According to the most recent United Technologies/National Journal Congressional Connection Poll, a commanding majority of those surveyed, 61 percent, would undo all or some of the automatic sequester cuts, which remain the law of the land. Just 18 percent favored enacting all of the required cuts.
Should Sen. Patty Murray and Rep. Paul Ryan, who cochair the budget conference committee, fail to reach a deal before the end of the week, it's possible Congress will be forced to pass a resolution to fund the government at the spending levels called for by the sequester, which sits at $967 billion for the current fiscal year. Should they reach a deal, it could fund the government at a higher level and reverse some of the sequester cuts.
But the public remains divided on how to pay for increased spending if some of the sequester cuts are to be avoided. In fact, just 29 percent of those who oppose the automatic cuts say that the savings should come from cuts to Medicare, Medicaid, and Social Security. A solid 73 percent of those surveyed instead believe the savings should be secured by raising taxes on the wealthy by eliminating tax credits and deductions—a strategy that Republicans have rejected.

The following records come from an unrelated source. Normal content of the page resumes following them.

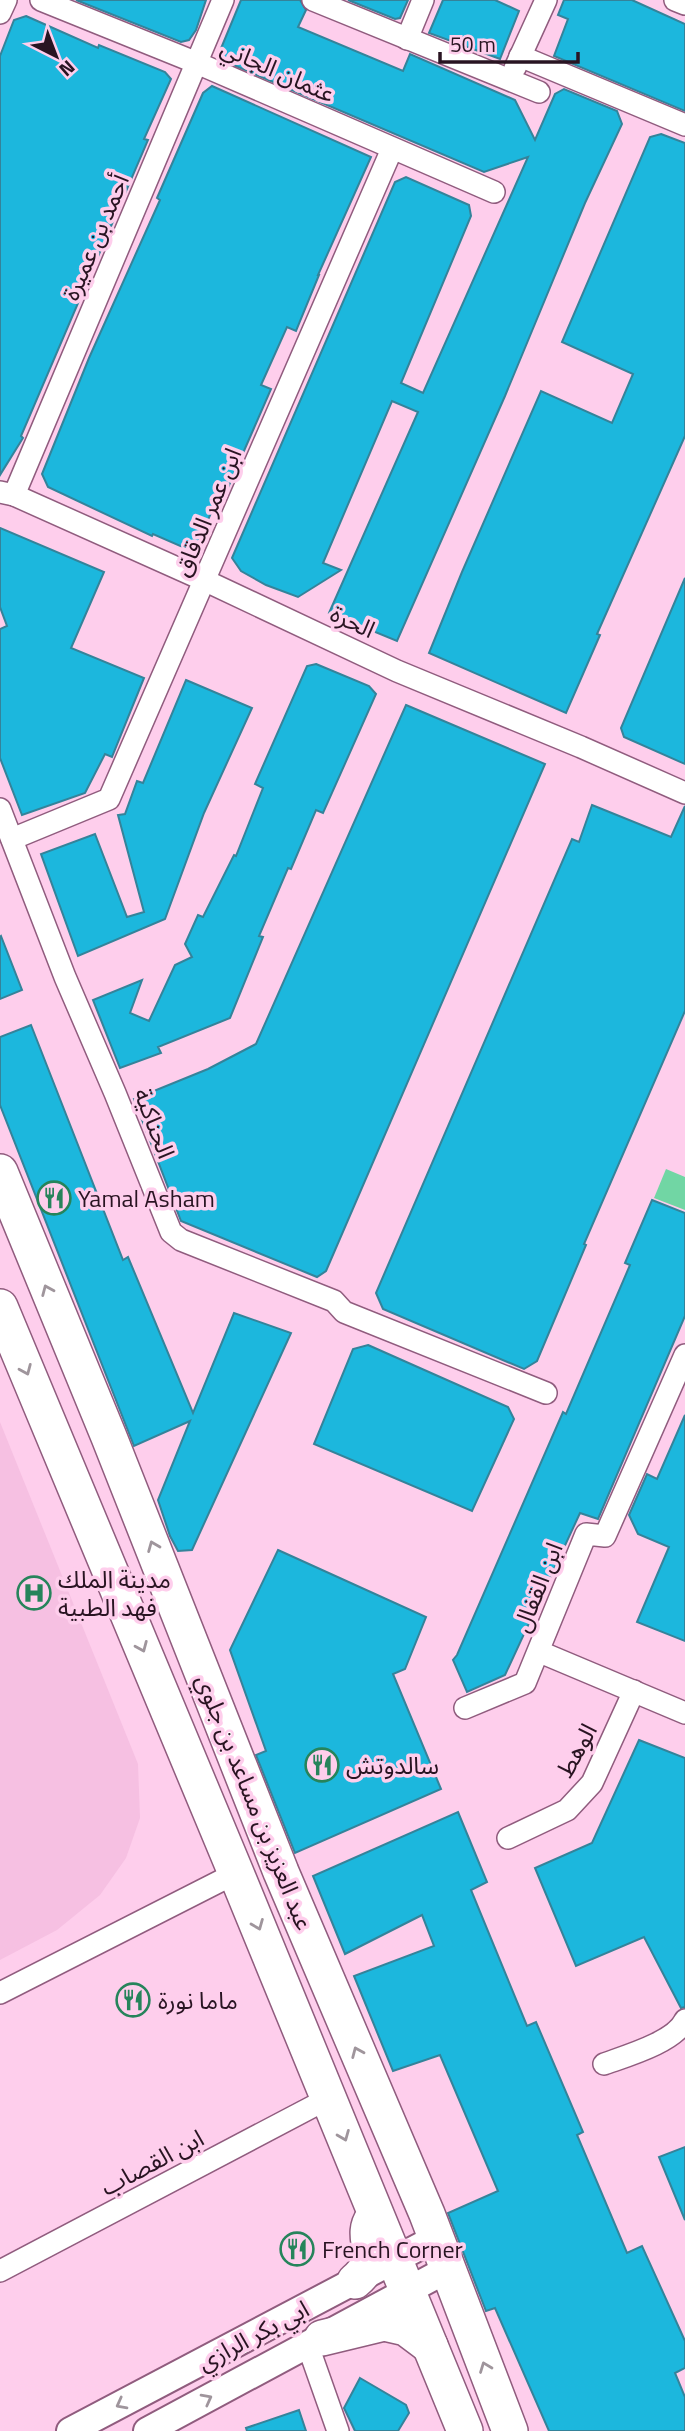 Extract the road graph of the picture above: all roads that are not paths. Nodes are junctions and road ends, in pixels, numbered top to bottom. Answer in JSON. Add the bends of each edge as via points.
{"nodes":[{"id":1,"x":6,"y":0,"type":"edge"},
{"id":2,"x":41,"y":0,"type":"edge"},
{"id":3,"x":223,"y":0,"type":"edge"},
{"id":4,"x":313,"y":0,"type":"edge"},
{"id":5,"x":424,"y":0,"type":"edge"},
{"id":6,"x":547,"y":0,"type":"edge"},
{"id":7,"x":675,"y":0,"type":"edge"},
{"id":8,"x":685,"y":4,"type":"edge"},
{"id":9,"x":0,"y":13,"type":"edge"},
{"id":10,"x":407,"y":39,"type":"junction"},
{"id":11,"x":520,"y":56,"type":"junction"},
{"id":12,"x":197,"y":63,"type":"junction"},
{"id":13,"x":510,"y":80,"type":"junction"},
{"id":14,"x":539,"y":92,"type":"dead end"},
{"id":15,"x":685,"y":125,"type":"edge"},
{"id":16,"x":393,"y":149,"type":"junction"},
{"id":17,"x":494,"y":192,"type":"dead end"},
{"id":18,"x":7,"y":494,"type":"edge"},
{"id":19,"x":206,"y":581,"type":"junction"},
{"id":20,"x":685,"y":793,"type":"edge"},
{"id":21,"x":0,"y":809,"type":"edge"},
{"id":22,"x":12,"y":839,"type":"junction"},
{"id":23,"x":0,"y":1172,"type":"edge"},
{"id":24,"x":0,"y":1307,"type":"edge"},
{"id":25,"x":685,"y":1355,"type":"edge"},
{"id":26,"x":546,"y":1393,"type":"dead end"},
{"id":27,"x":540,"y":1652,"type":"junction"},
{"id":28,"x":634,"y":1691,"type":"junction"},
{"id":29,"x":465,"y":1708,"type":"dead end"},
{"id":30,"x":685,"y":1713,"type":"edge"},
{"id":31,"x":508,"y":1838,"type":"dead end"},
{"id":32,"x":236,"y":1872,"type":"junction"},
{"id":33,"x":0,"y":1993,"type":"edge"},
{"id":34,"x":685,"y":2020,"type":"edge"},
{"id":35,"x":604,"y":2064,"type":"dead end"},
{"id":36,"x":329,"y":2098,"type":"junction"},
{"id":37,"x":376,"y":2216,"type":"junction"},
{"id":38,"x":442,"y":2253,"type":"junction"},
{"id":39,"x":1,"y":2268,"type":"edge"},
{"id":40,"x":402,"y":2275,"type":"junction"},
{"id":41,"x":355,"y":2281,"type":"junction"},
{"id":42,"x":315,"y":2342,"type":"junction"},
{"id":43,"x":430,"y":2346,"type":"junction"},
{"id":44,"x":158,"y":2428,"type":"edge"},
{"id":45,"x":70,"y":2431,"type":"edge"},
{"id":46,"x":338,"y":2431,"type":"edge"},
{"id":47,"x":465,"y":2431,"type":"edge"},
{"id":48,"x":510,"y":2431,"type":"edge"}],
"edges":[{"from":1,"to":9,"type":"street"},
{"from":2,"to":12,"type":"street","name":"عثمان الجاني"},
{"from":3,"to":12,"type":"street","name":"أحمد بن عميرة"},
{"from":4,"to":10,"type":"street"},
{"from":5,"to":10,"type":"street"},
{"from":6,"to":11,"type":"street"},
{"from":7,"to":8,"type":"street"},
{"from":10,"to":13,"type":"street"},
{"from":11,"to":13,"type":"street"},
{"from":11,"to":15,"type":"street"},
{"from":12,"to":16,"type":"street","name":"عثمان الجاني"},
{"from":12,"to":18,"type":"street","name":"أحمد بن عميرة"},
{"from":13,"to":14,"type":"street"},
{"from":16,"to":17,"type":"street","name":"عثمان الجاني"},
{"from":16,"to":19,"type":"street","name":"ابن عمر الدقاق"},
{"from":18,"to":19,"type":"street","name":"الحرة"},
{"from":19,"to":20,"type":"street","name":"الحرة","via":[[397,671]]},
{"from":19,"to":22,"type":"street","name":"ابن عمر الدقاق","via":[[108,799]]},
{"from":21,"to":22,"type":"street","name":"الحناكية"},
{"from":22,"to":26,"type":"street","name":"الحناكية","via":[[171,1232],[334,1301],[344,1312]]},
{"from":38,"to":23,"type":"main road","name":"عبد العزيز بن مساعد بن جلوي","one_way":true,"via":[[281,1872]]},
{"from":24,"to":32,"type":"main road","name":"عبد العزيز بن مساعد بن جلوي","one_way":true},
{"from":25,"to":27,"type":"street","name":"ابن القفال","via":[[606,1536],[586,1534]]},
{"from":27,"to":28,"type":"street"},
{"from":27,"to":29,"type":"street","name":"ابن القفال","via":[[525,1683]]},
{"from":28,"to":30,"type":"street"},
{"from":28,"to":31,"type":"street","name":"الوهط","via":[[586,1790],[567,1810]]},
{"from":32,"to":33,"type":"street"},
{"from":32,"to":36,"type":"main road","name":"عبد العزيز بن مساعد بن جلوي","one_way":true},
{"from":34,"to":35,"type":"street","via":[[681,2029],[663,2039]]},
{"from":36,"to":37,"type":"main road","name":"عبد العزيز بن مساعد بن جلوي","one_way":true},
{"from":36,"to":39,"type":"street","name":"ابن القصاب"},
{"from":37,"to":40,"type":"main road","name":"عبد العزيز بن مساعد بن جلوي"},
{"from":37,"to":41,"type":"main road","via":[[368,2229],[371,2257]]},
{"from":38,"to":40,"type":"street","name":"ابي بكر الرازي"},
{"from":48,"to":38,"type":"main road","name":"عبد العزيز بن مساعد بن جلوي","one_way":true},
{"from":40,"to":41,"type":"street","name":"ابي بكر الرازي"},
{"from":40,"to":42,"type":"street","name":"ابي بكر الرازي"},
{"from":40,"to":43,"type":"main road","name":"عبد العزيز بن مساعد بن جلوي"},
{"from":41,"to":45,"type":"street","name":"ابي بكر الرازي","one_way":true},
{"from":42,"to":43,"type":"main road","via":[[384,2323],[405,2328]]},
{"from":44,"to":42,"type":"street","name":"ابي بكر الرازي","one_way":true},
{"from":42,"to":46,"type":"street"},
{"from":43,"to":47,"type":"main road","name":"عبد العزيز بن مساعد بن جلوي"}]}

Democrats were more likely to support raising taxes on the wealthy to cover the cost of restoring the sequester cuts, with 84 percent favoring such a move. By contrast, 56 percent of Republicans endorsed that idea, but the fact that a majority of Republican respondents would favor raising revenue through eliminating tax deductions and credits may come as a surprise.
Still, the savings, the public believes, have to come from somewhere. Half of those surveyed believe undoing the cuts isn't worth it if it would grow the federal budget deficit, while 46 percent said they would be comfortable with increasing the deficit.
Not surprisingly, a large portion (72 percent) of those who favor undoing only the cuts in military spending would balance the books by slashing domestic programs, while 63 percent of those who want to see higher domestic spending levels would slice even deeper into the defense budget.
Twenty-nine percent of those surveyed said they would undo all of the sequester cuts, while just 13 percent would undo the cuts to the military only. Nineteen percent would undo just the cuts to discretionary domestic spending. Republicans were more likely to want to preserve the sequester cuts in their entirety than were Democrats (20 percent to 13 percent). And Democrats were far more likely to want to do away with them altogether, with 39 percent favoring that option, compared with just 19 percent of Republicans.
Men were more likely than women to support maintaining the sequester-level spending levels. And underscoring the messaging challenge for both Democrats and Republicans on the issue, almost one-quarter of those asked about keeping the sequester cuts at current levels responded by saying they didn't know enough to answer or simply refused to give a response.
Interviews for the United Technologies/National Journal Congressional Connection Poll were conducted by landline and cell phones with a nationally representative sample of 1,002 adults by Princeton Survey Research Associates International from Dec. 5 to Dec. 8. The margin of error for the poll was plus or minus 3.7 percentage points.